Stored data:
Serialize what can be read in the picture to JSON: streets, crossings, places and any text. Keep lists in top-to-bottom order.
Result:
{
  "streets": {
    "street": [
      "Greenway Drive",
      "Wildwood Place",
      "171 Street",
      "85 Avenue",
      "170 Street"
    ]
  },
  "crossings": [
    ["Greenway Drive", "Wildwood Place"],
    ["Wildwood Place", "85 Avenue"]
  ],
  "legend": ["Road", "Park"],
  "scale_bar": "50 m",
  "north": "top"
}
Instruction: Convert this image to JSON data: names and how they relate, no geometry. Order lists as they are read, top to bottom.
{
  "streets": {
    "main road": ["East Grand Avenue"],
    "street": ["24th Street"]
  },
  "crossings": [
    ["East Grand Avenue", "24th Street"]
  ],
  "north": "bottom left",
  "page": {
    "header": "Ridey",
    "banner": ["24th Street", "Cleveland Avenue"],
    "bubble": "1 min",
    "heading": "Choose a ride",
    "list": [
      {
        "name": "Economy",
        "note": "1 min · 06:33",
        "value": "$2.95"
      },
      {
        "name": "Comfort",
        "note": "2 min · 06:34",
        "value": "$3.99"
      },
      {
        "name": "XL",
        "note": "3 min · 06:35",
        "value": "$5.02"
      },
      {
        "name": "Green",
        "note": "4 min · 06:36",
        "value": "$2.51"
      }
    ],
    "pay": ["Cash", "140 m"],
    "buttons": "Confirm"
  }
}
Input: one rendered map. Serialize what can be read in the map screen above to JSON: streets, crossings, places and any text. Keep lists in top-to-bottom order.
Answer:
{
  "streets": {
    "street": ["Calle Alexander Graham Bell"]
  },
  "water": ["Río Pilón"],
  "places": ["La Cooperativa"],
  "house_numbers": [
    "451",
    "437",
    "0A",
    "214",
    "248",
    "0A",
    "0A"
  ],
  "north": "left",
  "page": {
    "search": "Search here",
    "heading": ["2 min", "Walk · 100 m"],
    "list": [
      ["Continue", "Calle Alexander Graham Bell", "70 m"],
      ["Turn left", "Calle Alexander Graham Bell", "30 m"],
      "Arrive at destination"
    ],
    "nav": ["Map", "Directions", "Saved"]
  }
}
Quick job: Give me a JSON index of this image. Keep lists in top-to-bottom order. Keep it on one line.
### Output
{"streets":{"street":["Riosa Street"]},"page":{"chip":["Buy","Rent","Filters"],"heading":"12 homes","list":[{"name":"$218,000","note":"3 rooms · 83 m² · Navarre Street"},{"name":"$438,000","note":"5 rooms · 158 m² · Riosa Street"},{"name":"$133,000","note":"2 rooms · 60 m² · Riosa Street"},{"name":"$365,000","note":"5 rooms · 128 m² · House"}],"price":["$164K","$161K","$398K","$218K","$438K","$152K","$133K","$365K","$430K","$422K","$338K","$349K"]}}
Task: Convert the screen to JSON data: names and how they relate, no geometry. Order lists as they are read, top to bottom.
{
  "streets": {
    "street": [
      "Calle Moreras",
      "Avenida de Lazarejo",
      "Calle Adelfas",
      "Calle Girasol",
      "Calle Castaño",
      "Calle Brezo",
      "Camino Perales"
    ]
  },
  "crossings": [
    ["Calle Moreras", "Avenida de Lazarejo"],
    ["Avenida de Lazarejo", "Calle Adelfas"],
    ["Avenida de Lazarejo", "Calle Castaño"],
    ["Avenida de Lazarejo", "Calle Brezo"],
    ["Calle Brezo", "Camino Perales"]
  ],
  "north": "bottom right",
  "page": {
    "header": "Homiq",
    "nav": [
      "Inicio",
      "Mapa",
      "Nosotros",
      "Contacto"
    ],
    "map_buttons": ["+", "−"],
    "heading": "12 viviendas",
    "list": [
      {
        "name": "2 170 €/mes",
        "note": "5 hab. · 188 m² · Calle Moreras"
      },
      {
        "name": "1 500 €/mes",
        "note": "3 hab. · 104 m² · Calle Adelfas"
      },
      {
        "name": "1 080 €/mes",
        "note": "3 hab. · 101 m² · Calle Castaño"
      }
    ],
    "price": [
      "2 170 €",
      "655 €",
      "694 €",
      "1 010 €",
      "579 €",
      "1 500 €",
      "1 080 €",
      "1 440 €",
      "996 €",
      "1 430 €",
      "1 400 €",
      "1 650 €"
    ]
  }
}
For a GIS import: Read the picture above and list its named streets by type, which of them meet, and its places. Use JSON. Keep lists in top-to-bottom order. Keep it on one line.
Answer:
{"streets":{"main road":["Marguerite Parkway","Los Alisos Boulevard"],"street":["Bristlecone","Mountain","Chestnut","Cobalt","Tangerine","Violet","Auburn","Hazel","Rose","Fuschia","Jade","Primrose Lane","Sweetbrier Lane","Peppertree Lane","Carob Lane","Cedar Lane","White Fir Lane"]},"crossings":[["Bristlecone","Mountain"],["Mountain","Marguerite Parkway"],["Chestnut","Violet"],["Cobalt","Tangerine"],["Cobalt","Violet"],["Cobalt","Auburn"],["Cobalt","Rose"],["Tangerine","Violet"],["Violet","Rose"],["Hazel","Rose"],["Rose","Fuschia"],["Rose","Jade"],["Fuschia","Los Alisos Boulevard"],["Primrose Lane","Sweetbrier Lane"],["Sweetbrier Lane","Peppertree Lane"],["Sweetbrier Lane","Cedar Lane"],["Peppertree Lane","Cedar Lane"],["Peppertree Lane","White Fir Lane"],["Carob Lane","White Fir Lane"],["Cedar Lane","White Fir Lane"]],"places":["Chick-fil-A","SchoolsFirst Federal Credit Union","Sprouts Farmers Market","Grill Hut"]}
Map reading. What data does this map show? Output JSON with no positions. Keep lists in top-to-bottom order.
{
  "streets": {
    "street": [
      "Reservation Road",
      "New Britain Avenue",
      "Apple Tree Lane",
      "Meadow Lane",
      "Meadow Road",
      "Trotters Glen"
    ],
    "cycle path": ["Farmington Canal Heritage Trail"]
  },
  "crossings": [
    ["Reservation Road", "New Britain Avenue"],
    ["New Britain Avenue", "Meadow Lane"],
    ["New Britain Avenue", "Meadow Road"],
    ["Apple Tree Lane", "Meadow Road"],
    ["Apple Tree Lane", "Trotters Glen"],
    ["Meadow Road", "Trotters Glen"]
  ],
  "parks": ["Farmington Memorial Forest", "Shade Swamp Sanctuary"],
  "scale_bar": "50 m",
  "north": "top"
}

■ TASK DIRECTIONS: The word to look for is "Serialize"; copy out every line of the entries that holds it.

■ RESPONSE AREA:
Serialize what can be read in the picture to JSON: streets, crossings, places and any text. Keep lists in top-to-bottom order.
Input: one rendered map. Serialize what can be read in the map screen above to JSON: streets, crossings, places and any text. Keep lists in top-to-bottom order.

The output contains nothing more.